• _Your objective_
Count the lines below that contain the word "edges", and report only that number.

:: Data for the task ::

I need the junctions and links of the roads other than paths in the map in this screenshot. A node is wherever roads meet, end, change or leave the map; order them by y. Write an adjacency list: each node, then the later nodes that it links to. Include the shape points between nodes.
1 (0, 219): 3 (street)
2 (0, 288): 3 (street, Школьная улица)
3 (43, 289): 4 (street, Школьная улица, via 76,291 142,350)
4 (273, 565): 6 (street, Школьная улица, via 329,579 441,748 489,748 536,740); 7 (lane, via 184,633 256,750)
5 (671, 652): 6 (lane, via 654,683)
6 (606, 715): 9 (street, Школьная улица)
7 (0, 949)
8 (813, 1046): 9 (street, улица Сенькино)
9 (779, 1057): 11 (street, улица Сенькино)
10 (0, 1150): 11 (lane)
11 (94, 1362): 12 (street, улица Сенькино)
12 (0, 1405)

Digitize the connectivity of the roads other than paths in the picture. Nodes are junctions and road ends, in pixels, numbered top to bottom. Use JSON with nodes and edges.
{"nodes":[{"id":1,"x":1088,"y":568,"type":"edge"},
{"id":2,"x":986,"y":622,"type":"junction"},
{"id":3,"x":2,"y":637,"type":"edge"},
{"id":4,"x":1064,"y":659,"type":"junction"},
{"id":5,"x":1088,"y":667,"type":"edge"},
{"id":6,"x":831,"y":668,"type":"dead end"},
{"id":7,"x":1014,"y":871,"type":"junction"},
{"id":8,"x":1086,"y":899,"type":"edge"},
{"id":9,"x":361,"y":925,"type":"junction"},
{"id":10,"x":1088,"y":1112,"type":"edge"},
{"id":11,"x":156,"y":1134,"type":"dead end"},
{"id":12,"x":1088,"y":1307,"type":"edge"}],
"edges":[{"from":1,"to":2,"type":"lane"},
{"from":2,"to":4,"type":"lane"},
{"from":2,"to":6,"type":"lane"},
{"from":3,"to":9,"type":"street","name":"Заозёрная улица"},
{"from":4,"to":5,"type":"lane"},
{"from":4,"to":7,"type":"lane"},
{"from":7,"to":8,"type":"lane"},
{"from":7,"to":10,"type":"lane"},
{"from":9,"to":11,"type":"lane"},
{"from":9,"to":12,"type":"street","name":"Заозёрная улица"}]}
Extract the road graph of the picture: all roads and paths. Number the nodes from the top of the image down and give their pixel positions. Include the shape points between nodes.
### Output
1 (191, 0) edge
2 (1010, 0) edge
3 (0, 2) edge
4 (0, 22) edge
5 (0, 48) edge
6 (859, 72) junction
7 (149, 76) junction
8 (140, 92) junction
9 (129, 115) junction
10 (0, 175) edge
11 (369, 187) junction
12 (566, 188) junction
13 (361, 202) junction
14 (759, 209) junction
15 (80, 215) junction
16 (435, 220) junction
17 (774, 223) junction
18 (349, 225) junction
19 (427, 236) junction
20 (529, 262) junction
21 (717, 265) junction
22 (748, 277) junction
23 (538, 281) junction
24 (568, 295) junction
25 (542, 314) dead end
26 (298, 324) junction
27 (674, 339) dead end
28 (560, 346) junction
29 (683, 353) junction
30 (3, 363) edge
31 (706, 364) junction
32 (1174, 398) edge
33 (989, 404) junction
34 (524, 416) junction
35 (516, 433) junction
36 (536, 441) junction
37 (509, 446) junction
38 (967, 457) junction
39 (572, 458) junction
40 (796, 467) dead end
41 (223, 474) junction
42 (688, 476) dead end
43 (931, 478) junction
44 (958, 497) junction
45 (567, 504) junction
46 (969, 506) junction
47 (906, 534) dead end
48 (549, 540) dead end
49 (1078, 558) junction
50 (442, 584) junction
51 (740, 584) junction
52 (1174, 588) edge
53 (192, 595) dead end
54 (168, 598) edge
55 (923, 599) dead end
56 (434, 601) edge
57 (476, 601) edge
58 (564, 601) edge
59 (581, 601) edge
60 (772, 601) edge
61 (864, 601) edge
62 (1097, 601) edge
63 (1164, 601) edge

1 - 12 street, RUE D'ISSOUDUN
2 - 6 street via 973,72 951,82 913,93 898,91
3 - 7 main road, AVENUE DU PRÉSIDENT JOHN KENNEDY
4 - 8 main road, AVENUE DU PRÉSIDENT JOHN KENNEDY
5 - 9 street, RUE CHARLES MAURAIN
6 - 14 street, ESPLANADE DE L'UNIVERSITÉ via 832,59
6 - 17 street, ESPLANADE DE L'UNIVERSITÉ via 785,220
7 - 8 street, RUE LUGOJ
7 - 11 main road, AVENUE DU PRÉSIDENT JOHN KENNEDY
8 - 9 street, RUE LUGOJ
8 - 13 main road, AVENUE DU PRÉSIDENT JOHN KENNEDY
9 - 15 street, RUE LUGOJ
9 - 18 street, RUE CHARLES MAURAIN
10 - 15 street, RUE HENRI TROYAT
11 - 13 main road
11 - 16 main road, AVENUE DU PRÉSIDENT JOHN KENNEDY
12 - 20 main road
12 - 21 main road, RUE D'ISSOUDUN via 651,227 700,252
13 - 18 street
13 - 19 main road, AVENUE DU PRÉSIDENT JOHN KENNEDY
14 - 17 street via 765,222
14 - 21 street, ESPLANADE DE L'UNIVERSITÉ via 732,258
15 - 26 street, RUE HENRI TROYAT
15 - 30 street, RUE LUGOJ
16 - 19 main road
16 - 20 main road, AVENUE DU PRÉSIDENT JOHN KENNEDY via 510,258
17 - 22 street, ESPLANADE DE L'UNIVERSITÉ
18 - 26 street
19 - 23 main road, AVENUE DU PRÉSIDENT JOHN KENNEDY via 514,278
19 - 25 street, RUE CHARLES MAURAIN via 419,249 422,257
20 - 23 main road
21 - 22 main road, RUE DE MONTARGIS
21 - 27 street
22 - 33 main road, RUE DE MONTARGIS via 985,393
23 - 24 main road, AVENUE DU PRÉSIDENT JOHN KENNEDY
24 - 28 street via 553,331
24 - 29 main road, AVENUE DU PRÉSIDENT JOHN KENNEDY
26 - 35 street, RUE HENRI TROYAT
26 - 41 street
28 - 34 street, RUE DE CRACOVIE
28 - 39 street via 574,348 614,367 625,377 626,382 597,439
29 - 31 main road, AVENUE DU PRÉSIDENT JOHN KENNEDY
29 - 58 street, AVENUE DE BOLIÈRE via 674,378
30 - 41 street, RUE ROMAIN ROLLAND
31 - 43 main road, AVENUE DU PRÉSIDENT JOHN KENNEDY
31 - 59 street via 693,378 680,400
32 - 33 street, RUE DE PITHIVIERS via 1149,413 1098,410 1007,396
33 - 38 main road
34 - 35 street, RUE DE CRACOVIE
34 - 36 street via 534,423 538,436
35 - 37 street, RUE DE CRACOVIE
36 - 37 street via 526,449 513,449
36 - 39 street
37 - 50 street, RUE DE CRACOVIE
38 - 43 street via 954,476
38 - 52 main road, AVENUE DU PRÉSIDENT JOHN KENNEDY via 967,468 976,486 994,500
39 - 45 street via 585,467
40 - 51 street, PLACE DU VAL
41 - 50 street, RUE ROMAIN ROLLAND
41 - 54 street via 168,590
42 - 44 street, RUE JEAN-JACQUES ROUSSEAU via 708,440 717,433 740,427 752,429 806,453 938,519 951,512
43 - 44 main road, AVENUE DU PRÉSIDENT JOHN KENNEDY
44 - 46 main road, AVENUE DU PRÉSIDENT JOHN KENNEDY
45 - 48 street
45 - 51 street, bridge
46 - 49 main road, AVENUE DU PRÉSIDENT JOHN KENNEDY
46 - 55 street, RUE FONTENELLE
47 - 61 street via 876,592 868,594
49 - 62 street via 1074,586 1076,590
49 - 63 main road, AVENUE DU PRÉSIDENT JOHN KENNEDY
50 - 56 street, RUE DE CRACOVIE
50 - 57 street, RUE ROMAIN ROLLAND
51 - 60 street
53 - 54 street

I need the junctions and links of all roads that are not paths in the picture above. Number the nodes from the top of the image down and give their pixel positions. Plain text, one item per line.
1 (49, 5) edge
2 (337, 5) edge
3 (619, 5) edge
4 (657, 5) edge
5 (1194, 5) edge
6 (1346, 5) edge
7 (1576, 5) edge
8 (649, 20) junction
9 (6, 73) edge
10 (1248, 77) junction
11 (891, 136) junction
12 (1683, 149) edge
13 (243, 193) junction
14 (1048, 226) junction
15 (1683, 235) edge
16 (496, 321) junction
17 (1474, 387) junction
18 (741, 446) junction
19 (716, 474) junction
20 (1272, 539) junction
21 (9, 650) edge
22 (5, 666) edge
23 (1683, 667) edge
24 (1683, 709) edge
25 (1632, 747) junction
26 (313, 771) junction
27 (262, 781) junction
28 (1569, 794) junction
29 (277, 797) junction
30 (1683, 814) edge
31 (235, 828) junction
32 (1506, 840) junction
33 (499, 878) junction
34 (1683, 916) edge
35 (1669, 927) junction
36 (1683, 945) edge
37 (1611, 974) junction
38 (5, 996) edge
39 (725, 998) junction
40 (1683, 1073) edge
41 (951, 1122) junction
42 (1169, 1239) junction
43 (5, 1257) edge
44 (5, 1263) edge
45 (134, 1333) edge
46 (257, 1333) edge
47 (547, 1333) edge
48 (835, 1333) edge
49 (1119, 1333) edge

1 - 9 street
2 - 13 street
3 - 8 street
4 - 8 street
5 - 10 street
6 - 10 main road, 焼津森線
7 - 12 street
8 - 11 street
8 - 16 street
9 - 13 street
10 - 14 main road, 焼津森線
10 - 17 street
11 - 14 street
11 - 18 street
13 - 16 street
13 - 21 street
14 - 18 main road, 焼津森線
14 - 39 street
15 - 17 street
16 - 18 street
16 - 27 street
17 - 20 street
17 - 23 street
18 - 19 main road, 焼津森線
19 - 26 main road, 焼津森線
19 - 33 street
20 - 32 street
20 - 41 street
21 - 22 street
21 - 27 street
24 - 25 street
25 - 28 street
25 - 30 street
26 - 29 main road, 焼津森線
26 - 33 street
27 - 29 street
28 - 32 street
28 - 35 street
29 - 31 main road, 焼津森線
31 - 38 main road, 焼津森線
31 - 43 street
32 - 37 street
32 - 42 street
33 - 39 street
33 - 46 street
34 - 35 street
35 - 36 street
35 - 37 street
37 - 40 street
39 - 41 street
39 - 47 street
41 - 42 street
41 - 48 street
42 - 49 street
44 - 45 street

:::

• _Solution to the exercise_
2